Protocol for Hybrid Entanglement Between a Trapped Atom and a Semiconductor Quantum Dot

TL;DR

This paper proposes a protocol to generate entanglement between a trapped atom and a semiconductor quantum dot using photon interference, demonstrating robustness to experimental imperfections and enabling hybrid quantum networks.

Contribution

It introduces a novel entanglement protocol for hybrid atomic and solid-state qubits that tolerates significant physical mismatches and nonidealities.

Findings

High entanglement fidelity achievable under realistic conditions

Robustness to dispersion mismatch and multi-photon effects

Successful entanglement between trapped ion and quantum dot demonstrated

Abstract

We propose a quantum optical interface between an atomic and solid state system. We show that quantum states in a single trapped atom can be entangled with the states of a semiconductor quantum dot through their common interaction with a classical laser field.
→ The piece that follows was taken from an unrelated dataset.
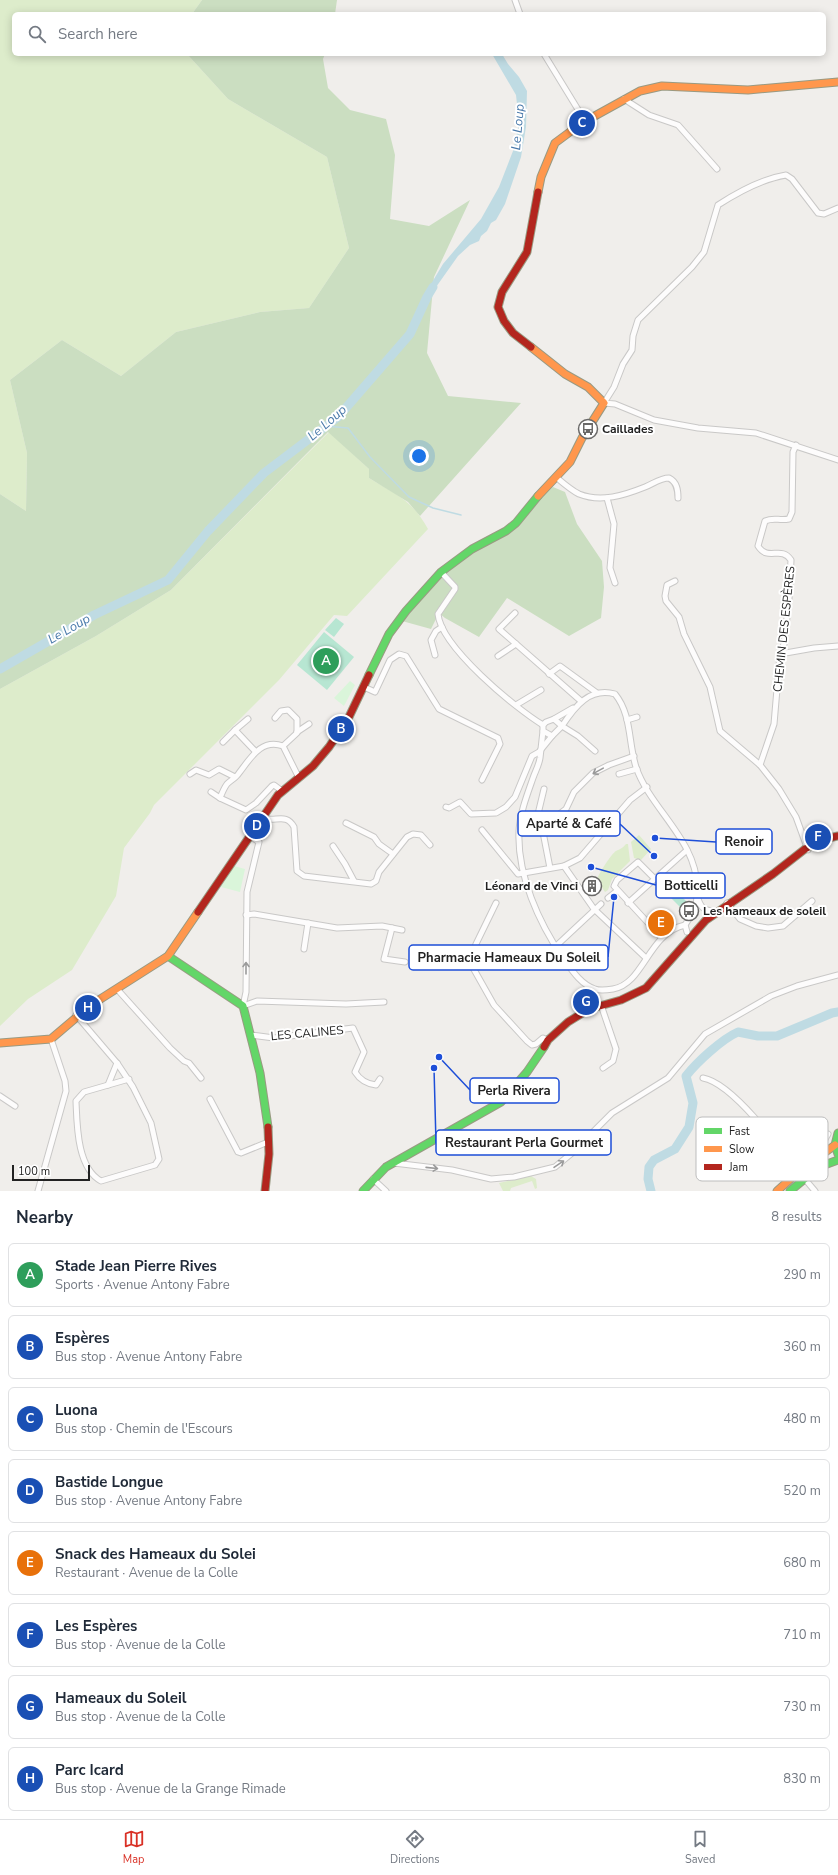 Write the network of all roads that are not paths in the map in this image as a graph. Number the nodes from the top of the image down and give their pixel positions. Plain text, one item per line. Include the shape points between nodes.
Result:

The interference and detection of the resulting scattered photons can then herald the entanglement of the disparate atomic and solid-state quantum bits. We develop a protocol that can succeed despite a significant mismatch in the radiative characteristics of the two matter-based qubits. We study in detail a particular case of this interface applied to a single trapped \Yb ion and a cavity-coupled InGaAs semiconductor quantum dot. Entanglement fidelity and success rates are found to be robust to a broad range of experimental nonideal effects such as dispersion mismatch, atom recoil, and multi-photon scattering. We conclude that it should be possible to produce highly entangled states of these complementary qubit systems under realistic experimental conditions.